[Source data Boundary: Start]

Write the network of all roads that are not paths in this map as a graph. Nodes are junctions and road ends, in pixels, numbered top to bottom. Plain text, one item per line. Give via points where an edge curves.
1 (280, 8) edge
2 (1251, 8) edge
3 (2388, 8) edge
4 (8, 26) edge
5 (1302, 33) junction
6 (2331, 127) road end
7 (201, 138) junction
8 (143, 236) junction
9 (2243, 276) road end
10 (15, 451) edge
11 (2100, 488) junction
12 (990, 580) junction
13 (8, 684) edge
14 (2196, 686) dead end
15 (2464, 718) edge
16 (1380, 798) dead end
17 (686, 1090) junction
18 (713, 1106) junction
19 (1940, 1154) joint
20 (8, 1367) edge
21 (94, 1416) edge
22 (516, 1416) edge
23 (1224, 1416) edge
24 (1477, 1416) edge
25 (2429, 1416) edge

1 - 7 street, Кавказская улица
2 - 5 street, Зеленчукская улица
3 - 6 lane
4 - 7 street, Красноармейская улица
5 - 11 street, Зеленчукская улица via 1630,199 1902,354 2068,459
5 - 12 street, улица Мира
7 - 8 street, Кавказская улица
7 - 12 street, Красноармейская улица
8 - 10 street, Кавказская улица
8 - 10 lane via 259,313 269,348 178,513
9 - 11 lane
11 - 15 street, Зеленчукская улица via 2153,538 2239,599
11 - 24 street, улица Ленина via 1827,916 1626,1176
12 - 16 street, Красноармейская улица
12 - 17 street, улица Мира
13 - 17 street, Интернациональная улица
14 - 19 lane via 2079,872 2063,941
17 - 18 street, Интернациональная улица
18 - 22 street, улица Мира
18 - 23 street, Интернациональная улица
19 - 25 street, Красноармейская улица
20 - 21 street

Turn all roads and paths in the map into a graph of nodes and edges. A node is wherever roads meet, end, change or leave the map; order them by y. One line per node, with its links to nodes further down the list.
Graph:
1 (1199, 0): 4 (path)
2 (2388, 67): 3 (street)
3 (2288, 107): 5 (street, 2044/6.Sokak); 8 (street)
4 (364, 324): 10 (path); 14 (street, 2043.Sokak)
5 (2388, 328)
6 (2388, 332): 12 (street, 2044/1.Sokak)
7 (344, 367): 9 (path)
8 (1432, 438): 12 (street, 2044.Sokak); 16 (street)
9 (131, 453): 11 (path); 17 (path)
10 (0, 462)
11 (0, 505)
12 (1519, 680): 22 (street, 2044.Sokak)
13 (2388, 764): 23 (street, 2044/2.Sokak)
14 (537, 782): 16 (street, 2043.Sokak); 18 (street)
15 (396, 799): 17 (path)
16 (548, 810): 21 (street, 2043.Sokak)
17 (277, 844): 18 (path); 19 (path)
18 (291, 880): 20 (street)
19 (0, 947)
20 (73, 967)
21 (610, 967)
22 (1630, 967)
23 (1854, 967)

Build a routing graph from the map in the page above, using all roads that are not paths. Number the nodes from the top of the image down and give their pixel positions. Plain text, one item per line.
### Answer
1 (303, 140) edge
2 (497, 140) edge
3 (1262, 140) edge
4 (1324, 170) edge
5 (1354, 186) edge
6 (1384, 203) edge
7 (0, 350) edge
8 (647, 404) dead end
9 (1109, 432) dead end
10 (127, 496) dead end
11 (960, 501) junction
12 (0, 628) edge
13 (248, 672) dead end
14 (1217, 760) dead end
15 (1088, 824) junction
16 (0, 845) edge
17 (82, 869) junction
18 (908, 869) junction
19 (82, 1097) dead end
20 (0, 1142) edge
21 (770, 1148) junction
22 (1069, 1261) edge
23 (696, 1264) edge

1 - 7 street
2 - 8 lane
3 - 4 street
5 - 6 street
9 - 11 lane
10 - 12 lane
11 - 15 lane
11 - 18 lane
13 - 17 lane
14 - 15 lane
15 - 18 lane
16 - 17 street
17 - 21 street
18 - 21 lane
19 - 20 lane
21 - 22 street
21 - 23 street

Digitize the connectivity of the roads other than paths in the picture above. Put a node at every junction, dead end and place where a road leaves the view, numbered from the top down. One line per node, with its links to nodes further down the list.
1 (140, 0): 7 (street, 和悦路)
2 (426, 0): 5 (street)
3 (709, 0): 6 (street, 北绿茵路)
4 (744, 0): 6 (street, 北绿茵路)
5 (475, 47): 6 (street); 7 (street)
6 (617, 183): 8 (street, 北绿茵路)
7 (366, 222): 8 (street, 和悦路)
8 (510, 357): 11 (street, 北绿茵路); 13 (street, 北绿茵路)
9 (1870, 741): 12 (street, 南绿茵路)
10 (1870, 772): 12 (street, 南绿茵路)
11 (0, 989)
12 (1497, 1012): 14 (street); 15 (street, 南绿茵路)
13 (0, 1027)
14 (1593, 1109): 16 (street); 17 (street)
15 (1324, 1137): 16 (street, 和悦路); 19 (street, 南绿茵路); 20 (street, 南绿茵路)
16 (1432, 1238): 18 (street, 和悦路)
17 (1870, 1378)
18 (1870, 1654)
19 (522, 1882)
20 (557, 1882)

[Source data Boundary: End]

◆ Exercise details: The answer should contain every line of the data, unchanged.

◆ Your solution:
Write the network of all roads that are not paths in this map as a graph. Nodes are junctions and road ends, in pixels, numbered top to bottom. Plain text, one item per line. Give via points where an edge curves.
1 (280, 8) edge
2 (1251, 8) edge
3 (2388, 8) edge
4 (8, 26) edge
5 (1302, 33) junction
6 (2331, 127) road end
7 (201, 138) junction
8 (143, 236) junction
9 (2243, 276) road end
10 (15, 451) edge
11 (2100, 488) junction
12 (990, 580) junction
13 (8, 684) edge
14 (2196, 686) dead end
15 (2464, 718) edge
16 (1380, 798) dead end
17 (686, 1090) junction
18 (713, 1106) junction
19 (1940, 1154) joint
20 (8, 1367) edge
21 (94, 1416) edge
22 (516, 1416) edge
23 (1224, 1416) edge
24 (1477, 1416) edge
25 (2429, 1416) edge

1 - 7 street, Кавказская улица
2 - 5 street, Зеленчукская улица
3 - 6 lane
4 - 7 street, Красноармейская улица
5 - 11 street, Зеленчукская улица via 1630,199 1902,354 2068,459
5 - 12 street, улица Мира
7 - 8 street, Кавказская улица
7 - 12 street, Красноармейская улица
8 - 10 street, Кавказская улица
8 - 10 lane via 259,313 269,348 178,513
9 - 11 lane
11 - 15 street, Зеленчукская улица via 2153,538 2239,599
11 - 24 street, улица Ленина via 1827,916 1626,1176
12 - 16 street, Красноармейская улица
12 - 17 street, улица Мира
13 - 17 street, Интернациональная улица
14 - 19 lane via 2079,872 2063,941
17 - 18 street, Интернациональная улица
18 - 22 street, улица Мира
18 - 23 street, Интернациональная улица
19 - 25 street, Красноармейская улица
20 - 21 street

Turn all roads and paths in the map into a graph of nodes and edges. A node is wherever roads meet, end, change or leave the map; order them by y. One line per node, with its links to nodes further down the list.
Graph:
1 (1199, 0): 4 (path)
2 (2388, 67): 3 (street)
3 (2288, 107): 5 (street, 2044/6.Sokak); 8 (street)
4 (364, 324): 10 (path); 14 (street, 2043.Sokak)
5 (2388, 328)
6 (2388, 332): 12 (street, 2044/1.Sokak)
7 (344, 367): 9 (path)
8 (1432, 438): 12 (street, 2044.Sokak); 16 (street)
9 (131, 453): 11 (path); 17 (path)
10 (0, 462)
11 (0, 505)
12 (1519, 680): 22 (street, 2044.Sokak)
13 (2388, 764): 23 (street, 2044/2.Sokak)
14 (537, 782): 16 (street, 2043.Sokak); 18 (street)
15 (396, 799): 17 (path)
16 (548, 810): 21 (street, 2043.Sokak)
17 (277, 844): 18 (path); 19 (path)
18 (291, 880): 20 (street)
19 (0, 947)
20 (73, 967)
21 (610, 967)
22 (1630, 967)
23 (1854, 967)

Build a routing graph from the map in the page above, using all roads that are not paths. Number the nodes from the top of the image down and give their pixel positions. Plain text, one item per line.
### Answer
1 (303, 140) edge
2 (497, 140) edge
3 (1262, 140) edge
4 (1324, 170) edge
5 (1354, 186) edge
6 (1384, 203) edge
7 (0, 350) edge
8 (647, 404) dead end
9 (1109, 432) dead end
10 (127, 496) dead end
11 (960, 501) junction
12 (0, 628) edge
13 (248, 672) dead end
14 (1217, 760) dead end
15 (1088, 824) junction
16 (0, 845) edge
17 (82, 869) junction
18 (908, 869) junction
19 (82, 1097) dead end
20 (0, 1142) edge
21 (770, 1148) junction
22 (1069, 1261) edge
23 (696, 1264) edge

1 - 7 street
2 - 8 lane
3 - 4 street
5 - 6 street
9 - 11 lane
10 - 12 lane
11 - 15 lane
11 - 18 lane
13 - 17 lane
14 - 15 lane
15 - 18 lane
16 - 17 street
17 - 21 street
18 - 21 lane
19 - 20 lane
21 - 22 street
21 - 23 street

Digitize the connectivity of the roads other than paths in the picture above. Put a node at every junction, dead end and place where a road leaves the view, numbered from the top down. One line per node, with its links to nodes further down the list.
1 (140, 0): 7 (street, 和悦路)
2 (426, 0): 5 (street)
3 (709, 0): 6 (street, 北绿茵路)
4 (744, 0): 6 (street, 北绿茵路)
5 (475, 47): 6 (street); 7 (street)
6 (617, 183): 8 (street, 北绿茵路)
7 (366, 222): 8 (street, 和悦路)
8 (510, 357): 11 (street, 北绿茵路); 13 (street, 北绿茵路)
9 (1870, 741): 12 (street, 南绿茵路)
10 (1870, 772): 12 (street, 南绿茵路)
11 (0, 989)
12 (1497, 1012): 14 (street); 15 (street, 南绿茵路)
13 (0, 1027)
14 (1593, 1109): 16 (street); 17 (street)
15 (1324, 1137): 16 (street, 和悦路); 19 (street, 南绿茵路); 20 (street, 南绿茵路)
16 (1432, 1238): 18 (street, 和悦路)
17 (1870, 1378)
18 (1870, 1654)
19 (522, 1882)
20 (557, 1882)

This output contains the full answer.